→ PROBLEM DETAILS
Repeat the listing exactly. Pictures stay out of your copy.

→ MATERIAL TO PROCESS

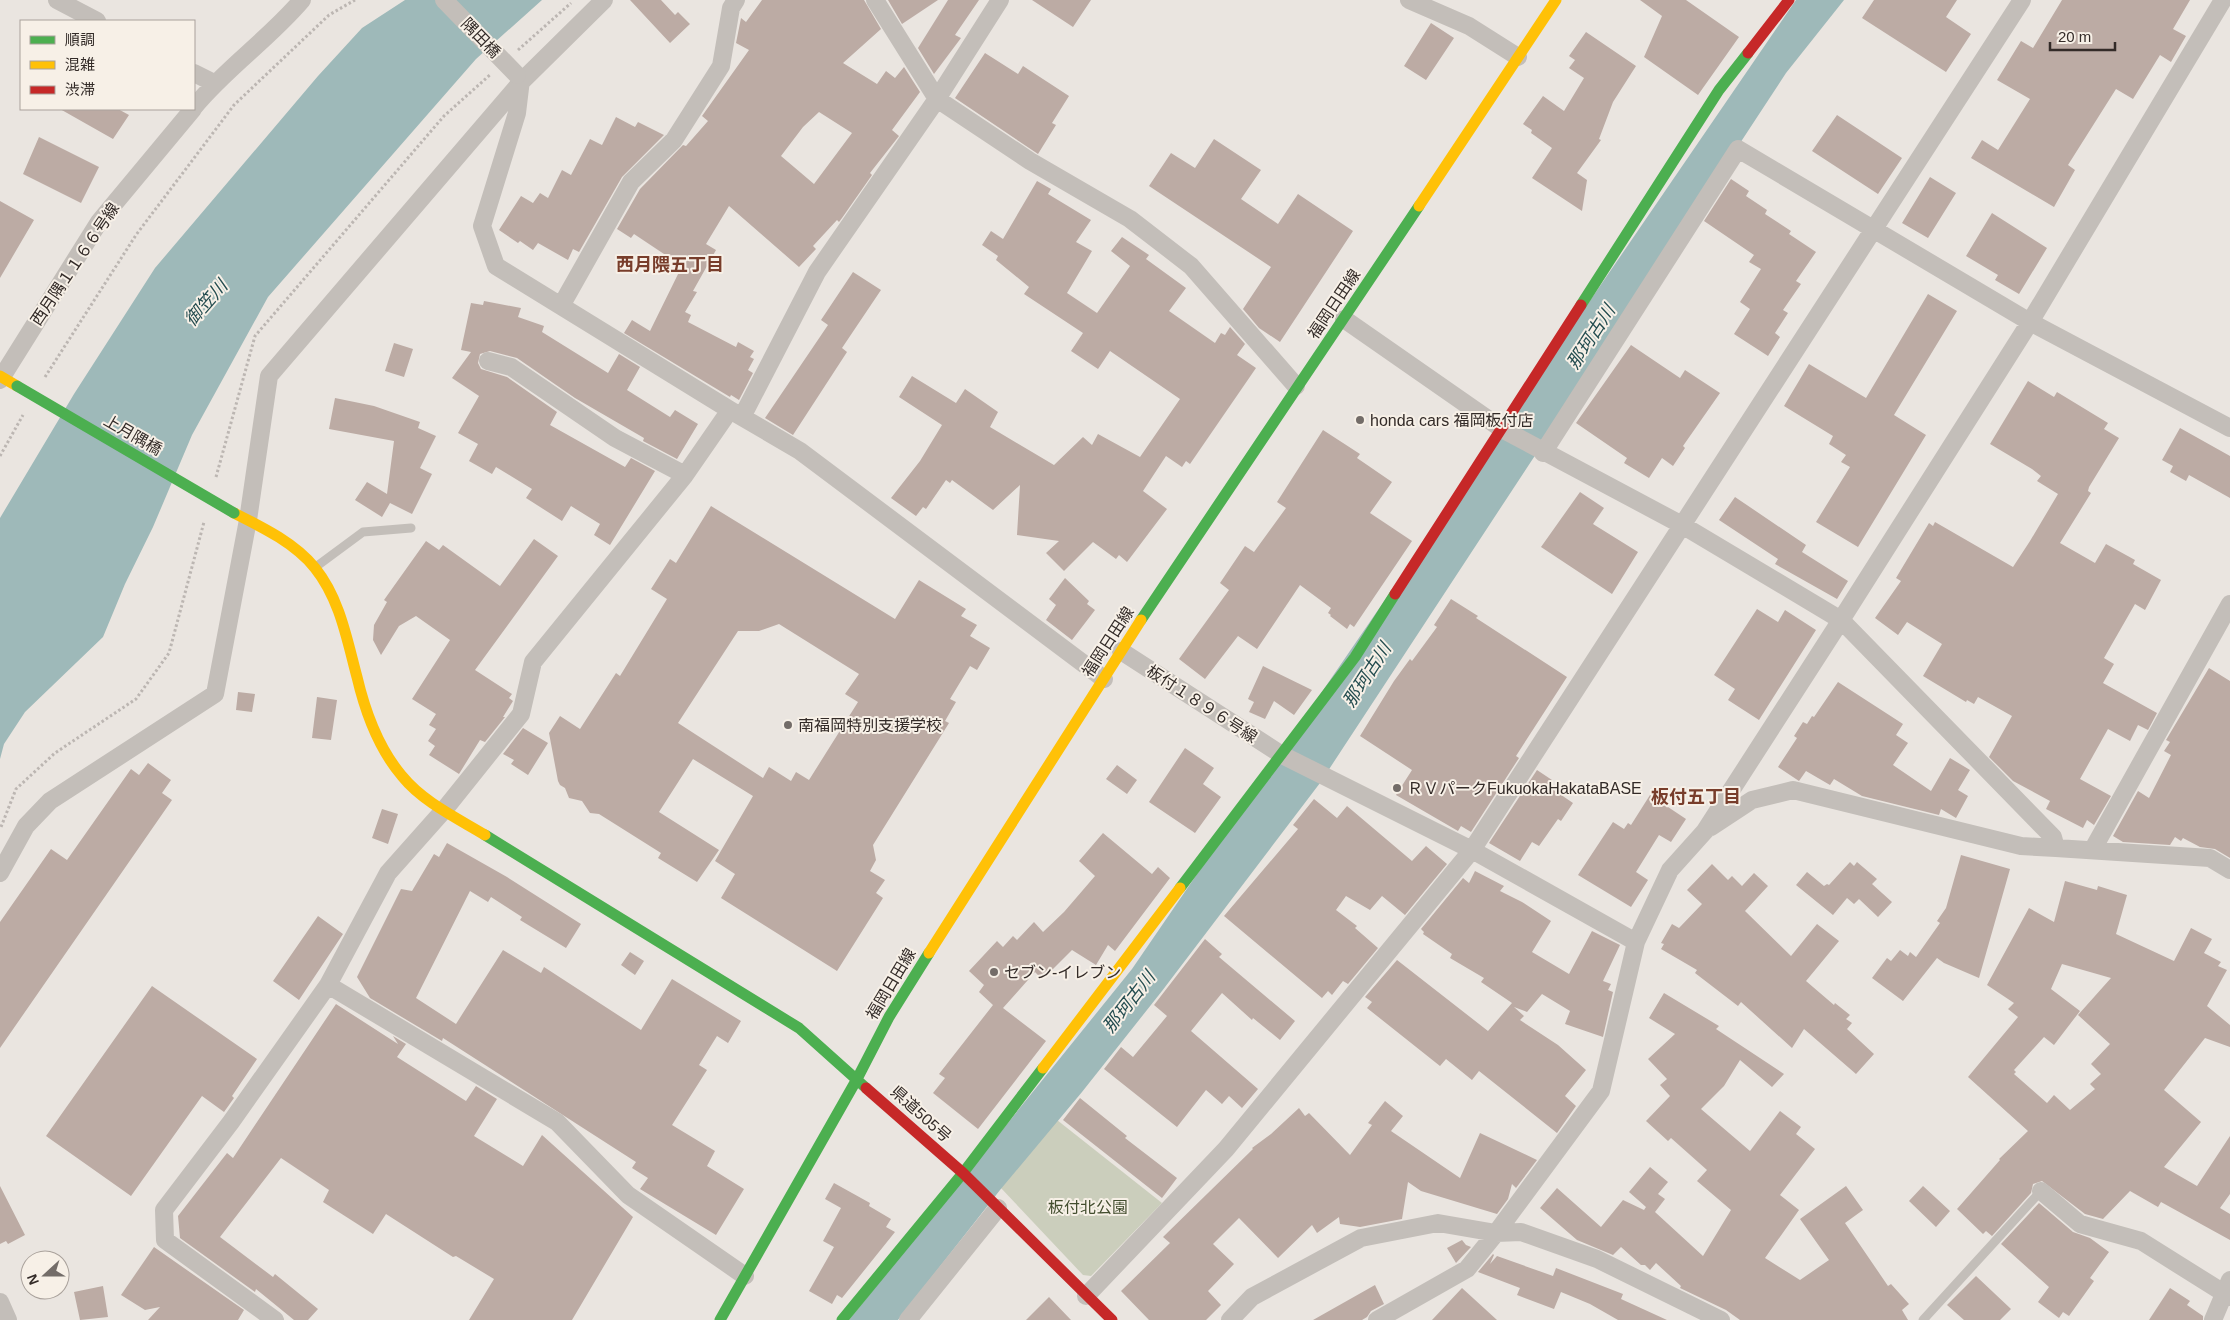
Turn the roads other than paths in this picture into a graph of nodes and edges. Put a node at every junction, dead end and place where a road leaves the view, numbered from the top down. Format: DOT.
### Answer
graph roads {
  1 [pos="57,0"];
  2 [pos="302,0"];
  3 [pos="313,0"];
  4 [pos="444,0"];
  5 [pos="604,0"];
  6 [pos="736,0"];
  7 [pos="875,0"];
  8 [pos="1000,0"];
  9 [pos="1409,0"];
  10 [pos="1556,0"];
  11 [pos="1789,0"];
  12 [pos="2022,0"];
  13 [pos="2223,0"];
  14 [pos="286,19"];
  15 [pos="95,20"];
  16 [pos="1518,57"];
  17 [pos="195,73"];
  18 [pos="519,78"];
  19 [pos="214,83"];
  20 [pos="937,99"];
  21 [pos="195,106"];
  22 [pos="191,110"];
  23 [pos="1874,229"];
  24 [pos="561,306"];
  25 [pos="1344,319"];
  26 [pos="2030,322"];
  27 [pos="488,362"];
  28 [pos="0,377"];
  29 [pos="1296,386"];
  30 [pos="736,414"];
  31 [pos="2230,428"];
  32 [pos="1502,429"];
  33 [pos="1543,453"];
  34 [pos="685,474"];
  35 [pos="241,516"];
  36 [pos="1682,525"];
  37 [pos="411,528"];
  38 [pos="314,568"];
  39 [pos="2230,604"];
  40 [pos="1841,620"];
  41 [pos="1121,651"];
  42 [pos="1104,679"];
  43 [pos="1283,756"];
  44 [pos="444,810"];
  45 [pos="1705,831"];
  46 [pos="2056,848"];
  47 [pos="2093,849"];
  48 [pos="1472,850"];
  49 [pos="2230,870"];
  50 [pos="0,873"];
  51 [pos="1636,942"];
  52 [pos="328,985"];
  53 [pos="857,1079"];
  54 [pos="962,1173"];
  55 [pos="2040,1191"];
  56 [pos="998,1208"];
  57 [pos="1496,1233"];
  58 [pos="745,1276"];
  59 [pos="2228,1290"];
  60 [pos="1086,1296"];
  61 [pos="0,1302"];
  62 [pos="8,1320"];
  63 [pos="275,1320"];
  64 [pos="720,1320"];
  65 [pos="842,1320"];
  66 [pos="908,1320"];
  67 [pos="1112,1320"];
  68 [pos="1230,1320"];
  69 [pos="1377,1320"];
  70 [pos="1721,1320"];
  71 [pos="1923,1320"];
  72 [pos="2213,1320"];
  1 -- 15 [label="street"];
  2 -- 14 [label="street, 西月隅１１６６号線"];
  3 -- 14 [label="street"];
  4 -- 18 [label="street, 隅田橋, bridge"];
  5 -- 18 [label="street"];
  6 -- 24 [label="street"];
  7 -- 20 [label="street"];
  8 -- 20 [label="street"];
  9 -- 16 [label="street"];
  10 -- 16 [label="street, 福岡日田線"];
  11 -- 32 [label="street"];
  12 -- 23 [label="street"];
  13 -- 26 [label="street"];
  14 -- 19 [label="street, 西月隅１１６６号線"];
  16 -- 25 [label="street, 福岡日田線"];
  17 -- 19 [label="street"];
  18 -- 24 [label="street"];
  18 -- 35 [label="street"];
  19 -- 21 [label="street, 西月隅１１６６号線"];
  20 -- 29 [label="street"];
  20 -- 30 [label="street"];
  22 -- 28 [label="street, 西月隅１１６６号線"];
  23 -- 26 [label="street"];
  23 -- 33 [label="street"];
  23 -- 36 [label="street"];
  24 -- 30 [label="street"];
  25 -- 29 [label="street, 福岡日田線"];
  25 -- 32 [label="street"];
  26 -- 31 [label="street"];
  26 -- 40 [label="street"];
  27 -- 34 [label="street"];
  28 -- 35 [label="street, 上月隅橋, bridge"];
  29 -- 41 [label="street, 福岡日田線"];
  30 -- 34 [label="street"];
  30 -- 42 [label="street"];
  32 -- 33 [label="street"];
  32 -- 43 [label="street"];
  33 -- 36 [label="street"];
  34 -- 44 [label="street"];
  35 -- 38 [label="street, 上月隅橋"];
  35 -- 50 [label="street"];
  36 -- 40 [label="street"];
  36 -- 48 [label="street"];
  37 -- 38 [label="lane"];
  38 -- 44 [label="street, 上月隅橋"];
  39 -- 47 [label="street"];
  40 -- 45 [label="street"];
  40 -- 46 [label="street"];
  41 -- 42 [label="street, 福岡日田線"];
  41 -- 43 [label="street, 板付１８９６号線"];
  42 -- 53 [label="street, 福岡日田線"];
  43 -- 48 [label="street, 板付１８９６号線"];
  43 -- 54 [label="street"];
  44 -- 52 [label="street"];
  44 -- 53 [label="street, 県道505号"];
  45 -- 46 [label="street"];
  45 -- 51 [label="street"];
  46 -- 47 [label="street"];
  47 -- 49 [label="street"];
  48 -- 51 [label="street"];
  48 -- 60 [label="street"];
  51 -- 57 [label="street"];
  52 -- 58 [label="street"];
  52 -- 63 [label="street"];
  53 -- 54 [label="street, 県道505号"];
  53 -- 58 [label="street, 福岡日田線"];
  54 -- 56 [label="street, 県道505号"];
  54 -- 65 [label="street"];
  55 -- 59 [label="street"];
  55 -- 71 [label="lane"];
  56 -- 60 [label="street, 県道505号"];
  56 -- 66 [label="street"];
  57 -- 68 [label="street"];
  57 -- 69 [label="street"];
  57 -- 70 [label="street"];
  58 -- 64 [label="street, 福岡日田線"];
  59 -- 72 [label="street"];
  60 -- 67 [label="street, 県道505号"];
  61 -- 62 [label="street"];
}
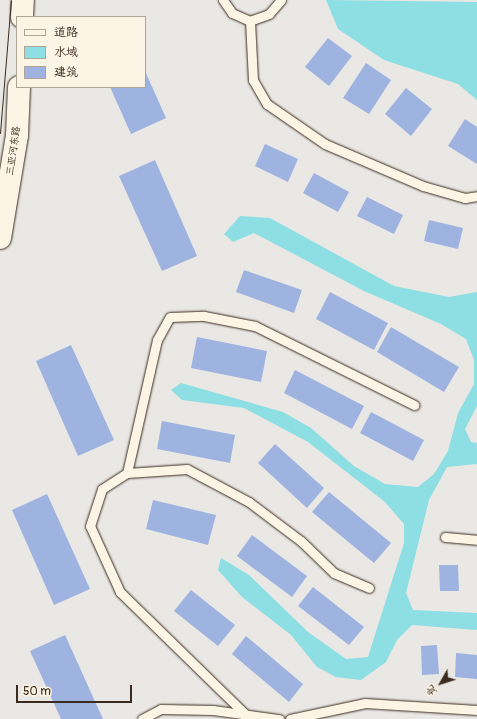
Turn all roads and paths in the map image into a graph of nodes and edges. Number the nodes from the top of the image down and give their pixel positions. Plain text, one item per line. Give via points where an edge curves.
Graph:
1 (23, 0) edge
2 (223, 0) edge
3 (281, 0) edge
4 (22, 16) edge
5 (250, 21) junction
6 (19, 88) edge
7 (477, 196) edge
8 (0, 238) edge
9 (414, 405) dead end
10 (127, 473) junction
11 (444, 537) dead end
12 (477, 540) edge
13 (369, 588) dead end
14 (477, 710) edge
15 (245, 714) junction
16 (142, 719) edge
17 (279, 719) edge
18 (290, 719) edge

1 - 4 main road
2 - 5 lane via 232,13
3 - 5 lane via 269,14
5 - 7 lane via 253,80 267,104 325,144 423,186 465,198
6 - 8 main road, 三亚河东路 via 17,135
9 - 10 lane via 255,326 204,316 170,317 157,340
10 - 13 lane via 187,469 249,502 301,541 334,573
10 - 15 lane via 102,489 90,526 120,592
11 - 12 lane
14 - 18 lane via 365,703
15 - 16 lane via 162,709
15 - 17 lane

→ EXERCISE SOLUTION
Turn the roads other than paths in this picture into a graph of nodes and edges. Put a node at every junction, dead end and place where a road leaves the view, numbered from the top down. Format: DOT.
### Answer
graph roads {
  1 [pos="57,0"];
  2 [pos="302,0"];
  3 [pos="313,0"];
  4 [pos="444,0"];
  5 [pos="604,0"];
  6 [pos="736,0"];
  7 [pos="875,0"];
  8 [pos="1000,0"];
  9 [pos="1409,0"];
  10 [pos="1556,0"];
  11 [pos="1789,0"];
  12 [pos="2022,0"];
  13 [pos="2223,0"];
  14 [pos="286,19"];
  15 [pos="95,20"];
  16 [pos="1518,57"];
  17 [pos="195,73"];
  18 [pos="519,78"];
  19 [pos="214,83"];
  20 [pos="937,99"];
  21 [pos="195,106"];
  22 [pos="191,110"];
  23 [pos="1874,229"];
  24 [pos="561,306"];
  25 [pos="1344,319"];
  26 [pos="2030,322"];
  27 [pos="488,362"];
  28 [pos="0,377"];
  29 [pos="1296,386"];
  30 [pos="736,414"];
  31 [pos="2230,428"];
  32 [pos="1502,429"];
  33 [pos="1543,453"];
  34 [pos="685,474"];
  35 [pos="241,516"];
  36 [pos="1682,525"];
  37 [pos="411,528"];
  38 [pos="314,568"];
  39 [pos="2230,604"];
  40 [pos="1841,620"];
  41 [pos="1121,651"];
  42 [pos="1104,679"];
  43 [pos="1283,756"];
  44 [pos="444,810"];
  45 [pos="1705,831"];
  46 [pos="2056,848"];
  47 [pos="2093,849"];
  48 [pos="1472,850"];
  49 [pos="2230,870"];
  50 [pos="0,873"];
  51 [pos="1636,942"];
  52 [pos="328,985"];
  53 [pos="857,1079"];
  54 [pos="962,1173"];
  55 [pos="2040,1191"];
  56 [pos="998,1208"];
  57 [pos="1496,1233"];
  58 [pos="745,1276"];
  59 [pos="2228,1290"];
  60 [pos="1086,1296"];
  61 [pos="0,1302"];
  62 [pos="8,1320"];
  63 [pos="275,1320"];
  64 [pos="720,1320"];
  65 [pos="842,1320"];
  66 [pos="908,1320"];
  67 [pos="1112,1320"];
  68 [pos="1230,1320"];
  69 [pos="1377,1320"];
  70 [pos="1721,1320"];
  71 [pos="1923,1320"];
  72 [pos="2213,1320"];
  1 -- 15 [label="street"];
  2 -- 14 [label="street, 西月隅１１６６号線"];
  3 -- 14 [label="street"];
  4 -- 18 [label="street, 隅田橋, bridge"];
  5 -- 18 [label="street"];
  6 -- 24 [label="street"];
  7 -- 20 [label="street"];
  8 -- 20 [label="street"];
  9 -- 16 [label="street"];
  10 -- 16 [label="street, 福岡日田線"];
  11 -- 32 [label="street"];
  12 -- 23 [label="street"];
  13 -- 26 [label="street"];
  14 -- 19 [label="street, 西月隅１１６６号線"];
  16 -- 25 [label="street, 福岡日田線"];
  17 -- 19 [label="street"];
  18 -- 24 [label="street"];
  18 -- 35 [label="street"];
  19 -- 21 [label="street, 西月隅１１６６号線"];
  20 -- 29 [label="street"];
  20 -- 30 [label="street"];
  22 -- 28 [label="street, 西月隅１１６６号線"];
  23 -- 26 [label="street"];
  23 -- 33 [label="street"];
  23 -- 36 [label="street"];
  24 -- 30 [label="street"];
  25 -- 29 [label="street, 福岡日田線"];
  25 -- 32 [label="street"];
  26 -- 31 [label="street"];
  26 -- 40 [label="street"];
  27 -- 34 [label="street"];
  28 -- 35 [label="street, 上月隅橋, bridge"];
  29 -- 41 [label="street, 福岡日田線"];
  30 -- 34 [label="street"];
  30 -- 42 [label="street"];
  32 -- 33 [label="street"];
  32 -- 43 [label="street"];
  33 -- 36 [label="street"];
  34 -- 44 [label="street"];
  35 -- 38 [label="street, 上月隅橋"];
  35 -- 50 [label="street"];
  36 -- 40 [label="street"];
  36 -- 48 [label="street"];
  37 -- 38 [label="lane"];
  38 -- 44 [label="street, 上月隅橋"];
  39 -- 47 [label="street"];
  40 -- 45 [label="street"];
  40 -- 46 [label="street"];
  41 -- 42 [label="street, 福岡日田線"];
  41 -- 43 [label="street, 板付１８９６号線"];
  42 -- 53 [label="street, 福岡日田線"];
  43 -- 48 [label="street, 板付１８９６号線"];
  43 -- 54 [label="street"];
  44 -- 52 [label="street"];
  44 -- 53 [label="street, 県道505号"];
  45 -- 46 [label="street"];
  45 -- 51 [label="street"];
  46 -- 47 [label="street"];
  47 -- 49 [label="street"];
  48 -- 51 [label="street"];
  48 -- 60 [label="street"];
  51 -- 57 [label="street"];
  52 -- 58 [label="street"];
  52 -- 63 [label="street"];
  53 -- 54 [label="street, 県道505号"];
  53 -- 58 [label="street, 福岡日田線"];
  54 -- 56 [label="street, 県道505号"];
  54 -- 65 [label="street"];
  55 -- 59 [label="street"];
  55 -- 71 [label="lane"];
  56 -- 60 [label="street, 県道505号"];
  56 -- 66 [label="street"];
  57 -- 68 [label="street"];
  57 -- 69 [label="street"];
  57 -- 70 [label="street"];
  58 -- 64 [label="street, 福岡日田線"];
  59 -- 72 [label="street"];
  60 -- 67 [label="street, 県道505号"];
  61 -- 62 [label="street"];
}
Turn all roads and paths in the map image into a graph of nodes and edges. Number the nodes from the top of the image down and give their pixel positions. Plain text, one item per line. Give via points where an edge curves.
Graph:
1 (23, 0) edge
2 (223, 0) edge
3 (281, 0) edge
4 (22, 16) edge
5 (250, 21) junction
6 (19, 88) edge
7 (477, 196) edge
8 (0, 238) edge
9 (414, 405) dead end
10 (127, 473) junction
11 (444, 537) dead end
12 (477, 540) edge
13 (369, 588) dead end
14 (477, 710) edge
15 (245, 714) junction
16 (142, 719) edge
17 (279, 719) edge
18 (290, 719) edge

1 - 4 main road
2 - 5 lane via 232,13
3 - 5 lane via 269,14
5 - 7 lane via 253,80 267,104 325,144 423,186 465,198
6 - 8 main road, 三亚河东路 via 17,135
9 - 10 lane via 255,326 204,316 170,317 157,340
10 - 13 lane via 187,469 249,502 301,541 334,573
10 - 15 lane via 102,489 90,526 120,592
11 - 12 lane
14 - 18 lane via 365,703
15 - 16 lane via 162,709
15 - 17 lane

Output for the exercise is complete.